No television service covers the entire Solomon Islands, but some coverage is available in six main centres in four of the nine provinces. Satellite TV stations can be received. In Honiara, there is a free-to-air HD digital TV, analogue TV, and an online service called Telekom Television Limited, operated by Solomon Telekom Co. Ltd., which rebroadcasts a number of regional and international TV services, including ABC Australia and BBC World News. Residents can also subscribe to SATSOL, a digital paid TV service that can retransmit satellite television.

==== Others ====
There were approximately 229,500 internet users in the Solomon Islands at the start of 2022. Before that, the 2019 census reported that 225,945 people of age 12 years and above, the majority of whom came from Honiara, owned a mobile phone.

===Music===

A pan flute, nineteenth century, MHNT

Traditional Melanesian music in Solomon Islands includes both group and solo vocals, slit-drum and panpipe ensembles.
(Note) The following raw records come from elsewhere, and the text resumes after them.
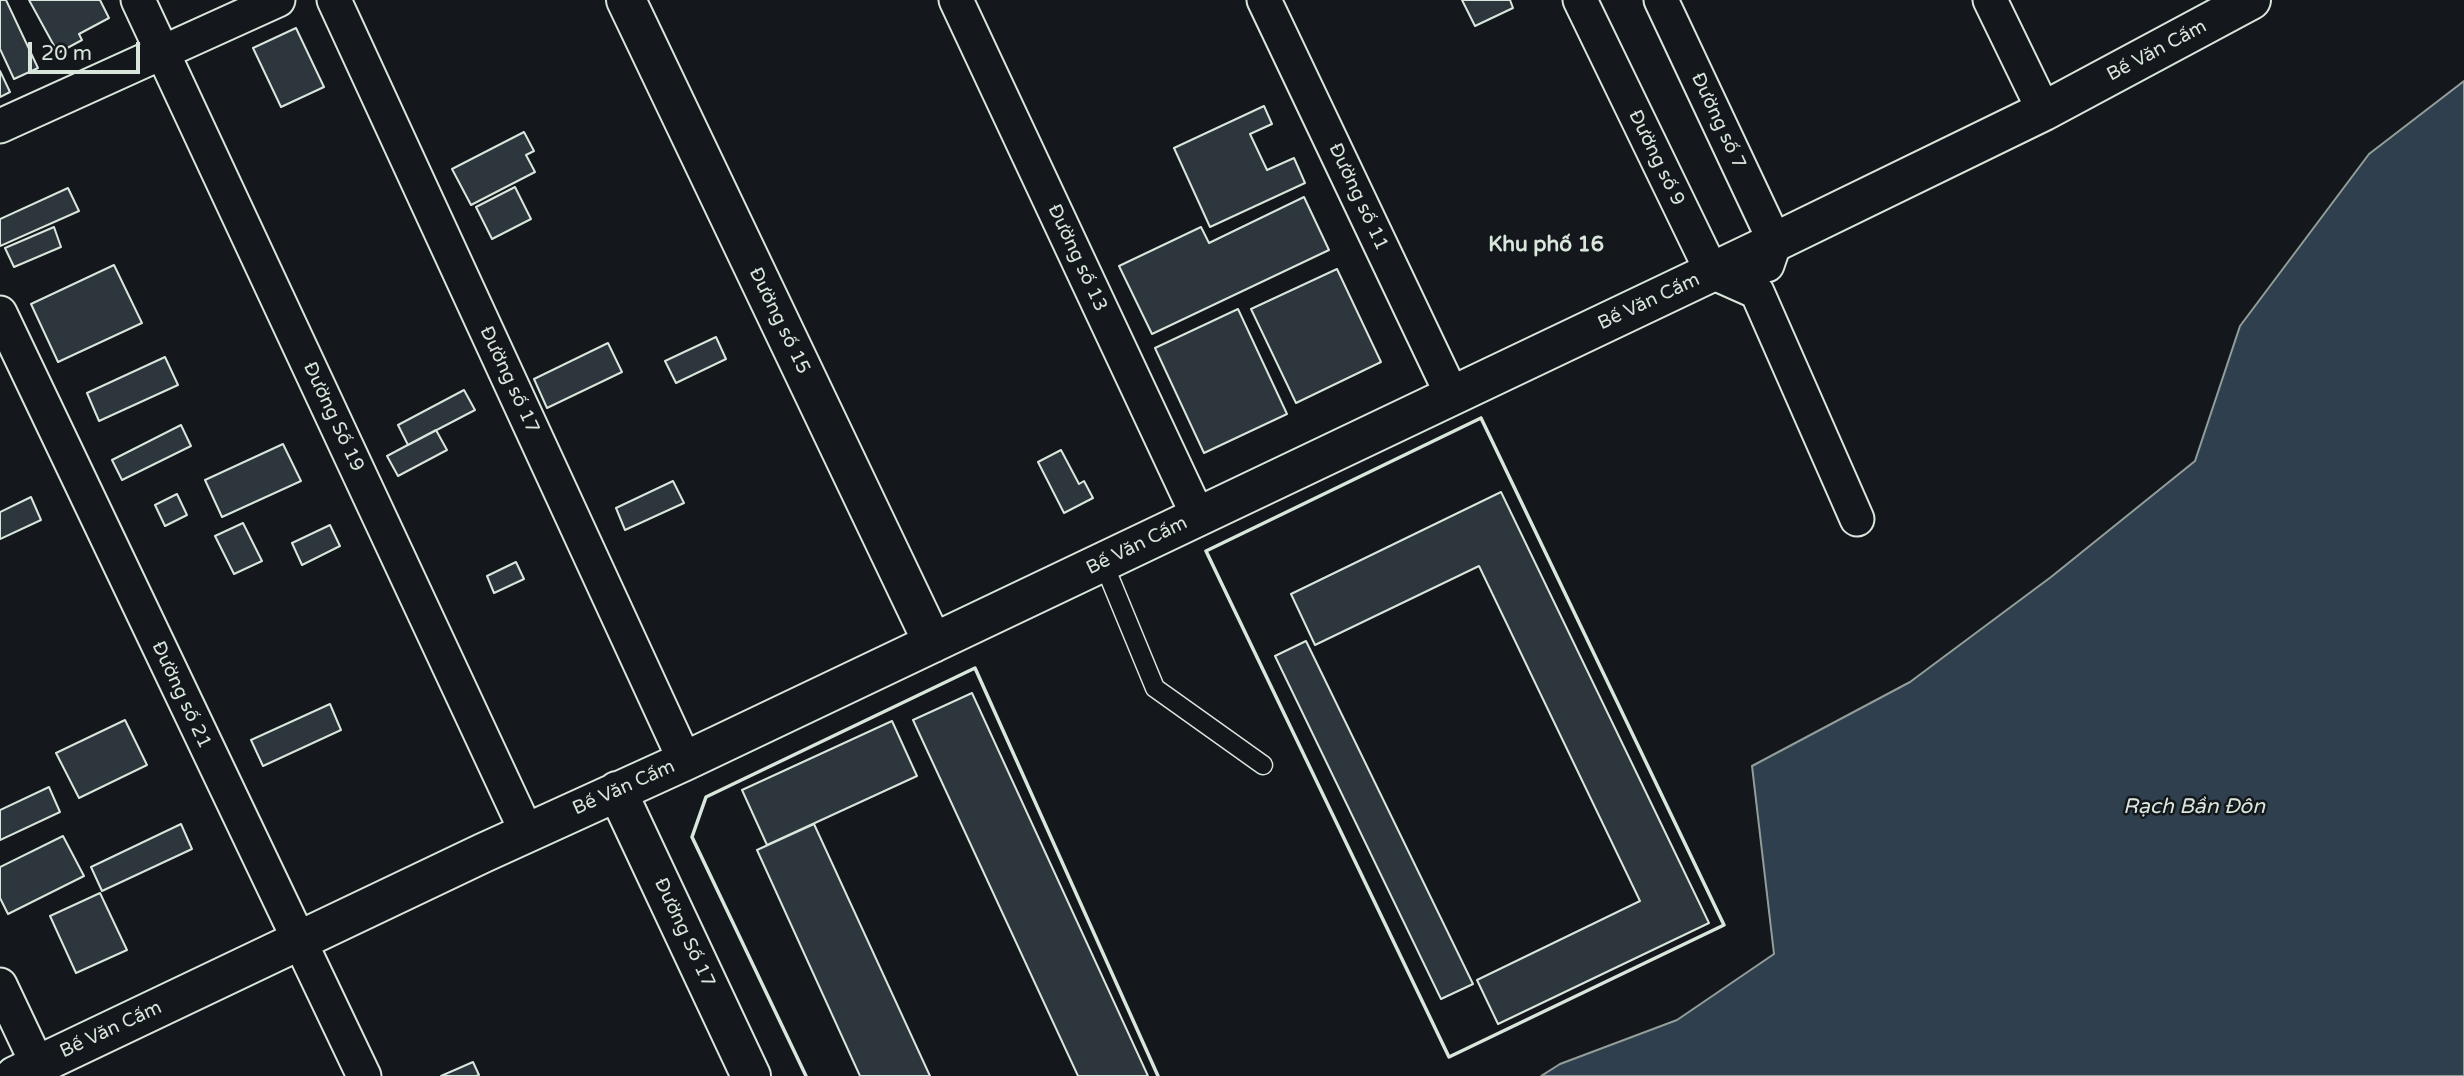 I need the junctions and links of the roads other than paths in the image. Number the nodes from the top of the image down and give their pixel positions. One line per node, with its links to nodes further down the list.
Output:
1 (138, 0): 11 (street, Đường Số 19)
2 (278, 0): 11 (street)
3 (334, 0): 23 (street, Đường số 17)
4 (626, 0): 22 (street, Đường số 15)
5 (956, 0): 19 (street, Đường số 13)
6 (1264, 0): 18 (street, Đường số 11)
7 (1580, 0): 15 (street, Đường số 9)
8 (1661, 0): 14 (street, Đường số 7)
9 (1990, 0): 12 (street)
10 (2251, 0): 12 (street, Bế Văn Cấm)
11 (162, 52): 13 (street); 26 (street, Đường Số 19)
12 (2044, 111): 14 (street, Bế Văn Cấm)
13 (0, 127)
14 (1775, 242): 15 (street, Bế Văn Cấm); 16 (street)
15 (1712, 272): 16 (street); 18 (street, Bế Văn Cấm)
16 (1757, 292): 20 (street)
17 (0, 313): 27 (street, Đường số 21)
18 (1452, 395): 19 (street, Bế Văn Cấm)
19 (1198, 516): 21 (street, Bế Văn Cấm)
20 (1857, 519)
21 (1103, 562): 22 (street, Bế Văn Cấm); 24 (lane)
22 (933, 643): 23 (street, Bế Văn Cấm)
23 (685, 761): 25 (street, Bế Văn Cấm)
24 (1263, 765)
25 (617, 791): 26 (street, Bế Văn Cấm); 31 (street, Đường Số 17)
26 (527, 833): 27 (street, Bế Văn Cấm)
27 (301, 940): 29 (street, Bế Văn Cấm); 30 (street, Đường số 21)
28 (0, 985): 29 (street)
29 (32, 1073)
30 (364, 1076)
31 (751, 1076) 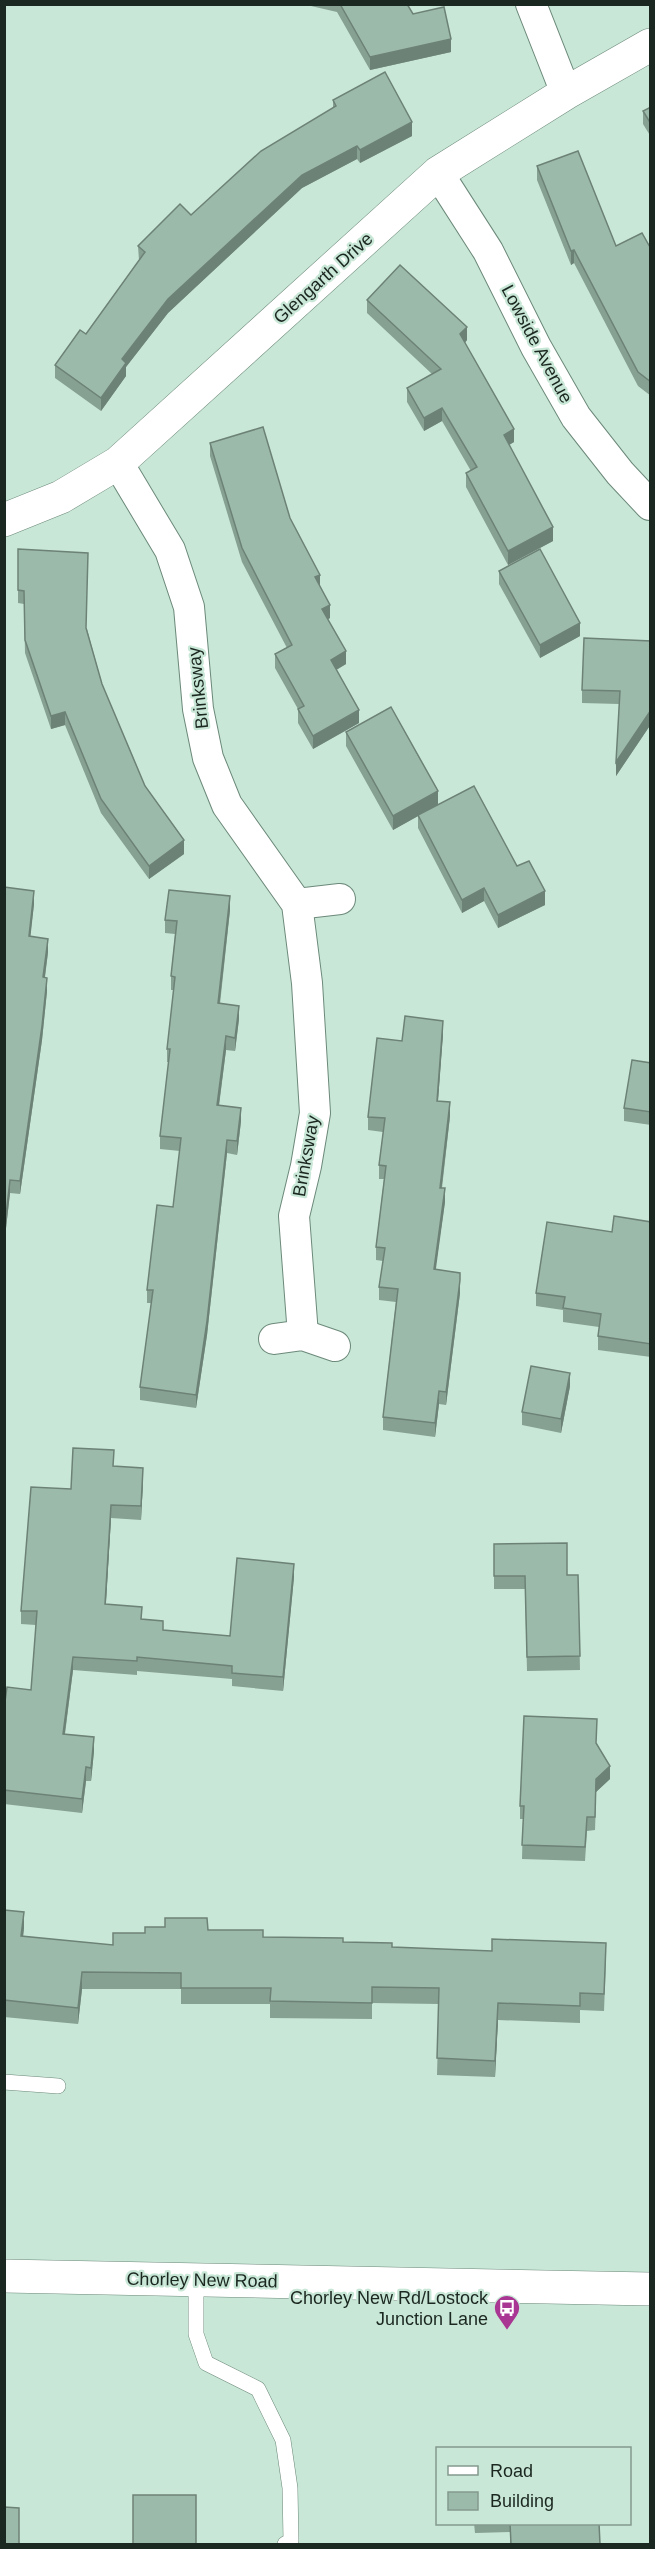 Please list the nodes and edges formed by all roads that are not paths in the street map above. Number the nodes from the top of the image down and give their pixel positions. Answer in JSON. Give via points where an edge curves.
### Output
{"nodes":[{"id":1,"x":531,"y":4,"type":"edge"},
{"id":2,"x":651,"y":45,"type":"edge"},
{"id":3,"x":567,"y":93,"type":"junction"},
{"id":4,"x":438,"y":173,"type":"junction"},
{"id":5,"x":118,"y":463,"type":"junction"},
{"id":6,"x":651,"y":505,"type":"edge"},
{"id":7,"x":4,"y":520,"type":"edge"},
{"id":8,"x":340,"y":898,"type":"dead end"},
{"id":9,"x":297,"y":904,"type":"junction"},
{"id":10,"x":335,"y":1346,"type":"dead end"},
{"id":11,"x":4,"y":2082,"type":"edge"},
{"id":12,"x":58,"y":2086,"type":"dead end"},
{"id":13,"x":4,"y":2277,"type":"edge"},
{"id":14,"x":196,"y":2280,"type":"junction"},
{"id":15,"x":651,"y":2289,"type":"edge"},
{"id":16,"x":285,"y":2544,"type":"edge"}],
"edges":[{"from":1,"to":3,"type":"street"},
{"from":2,"to":3,"type":"main road","name":"Glengarth Drive"},
{"from":3,"to":4,"type":"main road","name":"Glengarth Drive"},
{"from":4,"to":5,"type":"main road","name":"Glengarth Drive"},
{"from":4,"to":6,"type":"street","name":"Lowside Avenue","via":[[488,251],[576,417]]},
{"from":5,"to":7,"type":"main road","name":"Glengarth Drive","via":[[61,497]]},
{"from":5,"to":9,"type":"street","name":"Brinksway","via":[[170,550],[189,607],[198,709],[208,758],[223,796]]},
{"from":8,"to":9,"type":"street"},
{"from":9,"to":10,"type":"street","name":"Brinksway","via":[[307,983],[315,1113],[294,1216],[289,1337]]},
{"from":11,"to":12,"type":"lane"},
{"from":13,"to":14,"type":"main road","name":"Chorley New Road"},
{"from":14,"to":15,"type":"main road","name":"Chorley New Road"},
{"from":14,"to":16,"type":"lane","via":[[196,2334],[206,2363],[258,2389],[283,2440],[290,2488],[291,2541]]}]}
Bamboo music gained a following in the 1920s. In the 1950s, Edwin Nanau Sitori composed the song "Walkabout long Chinatown", which has been referred to by the government as the unofficial "national song" of the Solomon Islands. Modern Solomon Islander popular music includes various kinds of rock and reggae as well as island music.

===Sport===

The Solomon Islands national rugby union team has played internationals since 1969. It took part in the Oceania qualifying tournament for the 2003 and 2007 Rugby World Cups, but did not qualify on either occasion.

The Solomon Islands national football team is part of the OFC confederation in FIFA. They are ranked 147th for the men and 86th for the women team out of 210 teams in the FIFA World Rankings in 2024. The team became the first team to beat New Zealand in qualifying for a play-off spot against Australia for qualification to the World Cup 2006. They were defeated 7–0 in Australia and 2–1 at home.

Closely related to Association Football. On 14 June 2008, the Solomon Islands national futsal team, the Kurukuru, won the Oceania Futsal Championship in Fiji to qualify them for the 2008 FIFA Futsal World Cup, which was held in Brazil from 30 September to 19 October 2008. Solomon Islands is the futsal defending champions in the Oceania region. In 2008 and 2009, the Kurukuru won the Oceania Futsal Championship in Fiji. In 2009, they defeated the host nation Fiji 8–0 to claim the title. The Kurukuru currently hold the world record for the fastest ever goal scored in an official futsal match. It was set by Kurukuru captain Elliot Ragomo, who scored against New Caledonia three seconds into the game in July 2009. They were beaten by Russia with two goals to thirty-one in 2008.

The Solomon Islands national beach soccer team, the Bilikiki Boys, have won all three regional championships to date, thereby qualifying on each occasion for the FIFA Beach Soccer World Cup. The Bilikiki Boys are ranked fourteenth in the world as of 2010, higher than any other team from Oceania.

Solomon Islands hosted the 2023 Pacific Games.

In early 2026, for the first time, Solomon Islands participated in the Men's World Floorball Championships AOFC Qualification Tournament held in Wellington New Zealand.